A whiteness moved in the whiteness of the fog with a breath like
the breath of the grave, and there was a roaring, a plunging, and
spouting. It was his first introduction to the dread summer berg of
the Banks, and he cowered in the bottom of the boat while Manuel
laughed. There were days, though, clear and soft and warm, when
it seemed a sin to do anything but loaf over the hand-lines and
spank the drifting "sun-scalds" with an oar; and there were days of
light airs, when Harvey was taught how to steer the schooner from
one berth to another.

It thrilled through him when he first felt the keel answer to his
band on the spokes and slide over the long hollows as the foresail
scythed back and forth against the blue sky. That was magnificent,
in spite of Disko saying that it would break a snake's back to
follow his wake. But, as usual, pride ran before a fall. They were
sailing on the wind with the staysail-an old one, luckily-set, and
Harvey jammed her right into it to show Dan how completely he
had mastered the art. The foresail went over with a bang, and the
foregaff stabbed and ripped through the staysail, which was, of
course, prevented from going over by the mainstay. They lowered
the wreck in awful silence, and Harvey spent his leisure hours for
the next few days under Tom Platt's lee, learning to use a needle
and palm. Dan hooted with joy, for, as he said, he had made the
very same blunder himself in his early days.

Boylike, Harvey imitated all the men by turns, till he had
combined Disko's peculiar stoop at the wheel, Long Jack's
swinging overhand when the lines were hauled, Manuel's
round-shouldered but effective stroke in a dory, and Tom Platt's
generous Ohio stride along the deck.

'Tis beautiful to see how he takes to ut," said Long Jack, when
Harvey was looking out by the windlass one thick noon. "I'll lay
my wage an' share 'tis more'n half play-actin' to him, an' he
consates himself he's a bowld mariner. Watch his little bit av a
back now!"

"That's the way we all begin," said Tom Platt. "The boys they make
believe all the time till they've cheated 'emselves into bein' men,
an' so till they die-pretendin' an' pretendin'. I done it on the old
Ohio, I know. Stood my first watch-harbor-watch-feelin' finer'n
Farragut. Dan's full o' the same kind o' notions. See 'em now,
actin' to be genewine moss-backs-very hair a rope-yarn an' blood
Stockholm tar." He spoke down the cabin stairs. "Guess you're
mistook in your judgments fer once, Disko. What in Rome made
ye tell us all here the kid was crazy?"

"He wuz," Disko replied. "Crazy ez a loon when he come aboard;
but I'll say he's sobered up consid'ble sence. I cured him."

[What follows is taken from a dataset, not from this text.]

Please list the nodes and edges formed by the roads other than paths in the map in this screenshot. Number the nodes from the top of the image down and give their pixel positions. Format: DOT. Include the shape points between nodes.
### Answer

"He yarns good," said Tom Platt. "T'other night he told us abaout a
kid of his own size steerin' a cunnin' little rig an' four ponies up an'
down Toledo, Ohio, I think 'twas, an' givin' suppers to a crowd o'
sim'lar kids. Cur'us kind o' fairy-tale, but blame interestin'. He
knows scores of 'em."

"Guess he strikes 'em outen his own head," Disko called from the
cabin, where he was busy with the logbook. "Stands to reason that
sort is all made up. It don't take in no one but Dan, an' he laughs at
it. I've heard him, behind my back."

"Yever hear what Sim'on Peter Ca'honn said when they whacked
up a match 'twix' his sister Hitty an' Lorin' Jerauld, an' the boys put
up that joke on him daown to Georges?" drawled Uncle Salters,
who was dripping peaceably under the lee of the starboard
dory-nest.

Tom Platt puffed at his pipe in scornful silence: he was a Cape
Cod man, and had not known that tale more than twenty years.
Uncle Salters went on with a rasping chuckie:

"Sim'on Peter Ca'honn he said, an' he was jest right, abaout Lorin',
'Ha'af on the taown,' he said, 'an' t'other ha'af blame fool; an' they
told me she's married a 'ich man.' Sim'on Peter Ca'honn he hedn't
no roof to his mouth, an' talked that way."

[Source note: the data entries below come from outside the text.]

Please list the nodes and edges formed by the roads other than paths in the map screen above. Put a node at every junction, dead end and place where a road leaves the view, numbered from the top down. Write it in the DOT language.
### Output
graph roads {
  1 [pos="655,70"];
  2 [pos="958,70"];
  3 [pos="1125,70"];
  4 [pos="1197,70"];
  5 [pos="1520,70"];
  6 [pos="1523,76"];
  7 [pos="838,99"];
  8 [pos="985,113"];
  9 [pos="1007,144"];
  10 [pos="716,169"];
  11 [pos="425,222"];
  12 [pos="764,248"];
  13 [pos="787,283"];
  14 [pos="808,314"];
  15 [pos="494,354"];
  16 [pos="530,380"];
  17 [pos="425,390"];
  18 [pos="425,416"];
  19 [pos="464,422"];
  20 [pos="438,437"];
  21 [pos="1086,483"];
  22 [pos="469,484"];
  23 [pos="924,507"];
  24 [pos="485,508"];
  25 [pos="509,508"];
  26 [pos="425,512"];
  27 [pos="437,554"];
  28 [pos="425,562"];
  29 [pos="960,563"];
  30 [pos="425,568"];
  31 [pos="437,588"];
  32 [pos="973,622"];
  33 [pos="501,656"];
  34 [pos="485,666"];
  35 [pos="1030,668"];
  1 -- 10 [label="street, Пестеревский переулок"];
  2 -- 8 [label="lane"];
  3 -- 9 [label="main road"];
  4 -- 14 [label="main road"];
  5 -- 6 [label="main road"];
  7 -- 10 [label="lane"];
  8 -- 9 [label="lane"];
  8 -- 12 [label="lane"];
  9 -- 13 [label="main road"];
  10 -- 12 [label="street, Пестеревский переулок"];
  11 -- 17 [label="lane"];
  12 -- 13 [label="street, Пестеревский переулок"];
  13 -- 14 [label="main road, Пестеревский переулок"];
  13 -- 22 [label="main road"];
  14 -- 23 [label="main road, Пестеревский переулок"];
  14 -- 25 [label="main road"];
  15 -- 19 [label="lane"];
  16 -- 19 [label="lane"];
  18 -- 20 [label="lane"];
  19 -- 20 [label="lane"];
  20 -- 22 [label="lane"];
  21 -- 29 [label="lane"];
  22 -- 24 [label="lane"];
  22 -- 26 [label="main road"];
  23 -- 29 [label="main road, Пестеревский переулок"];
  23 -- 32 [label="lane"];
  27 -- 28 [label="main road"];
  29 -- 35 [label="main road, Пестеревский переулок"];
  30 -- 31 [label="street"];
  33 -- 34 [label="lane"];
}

"He didn't talk any Pennsylvania Dutch," Tom Platt replied. "You'd
better leave a Cape man to tell that tale. The Ca'houns was gypsies
frum 'way back."

"Wal, I don't profess to be any elocutionist," Salters said. "I'm
comin' to the moral o' things. That's jest abaout what aour Harve
be! Ha'af on the taown, an' t'other ha'af blame fool; an' there's
some'll believe he's a rich man. Yah!"

"Did ye ever think how sweet 'twould be to sail wid a full crew o'
Salterses?" said Long Jack. "Ha'af in the furrer an' other ha'af in the
muck-heap, as Ca'houn did not say, an' makes out he's a
fisherman!"

A little laugh went round at Salters's expense.

Disko held his tongue, and wrought over the log-book that he kept
in a hatchet-faced, square hand; this was the kind of thing that ran
on, page after soiled page:

"July 17. This day thick fog and few fish. Made berth to
northward. So ends this day.

'July 18. This day comes in with thick fog. Caught a few fish.

"July 19. This day comes in with light breeze from N.E. and fine
weather. Made a berth to eastward. Caught plenty fish.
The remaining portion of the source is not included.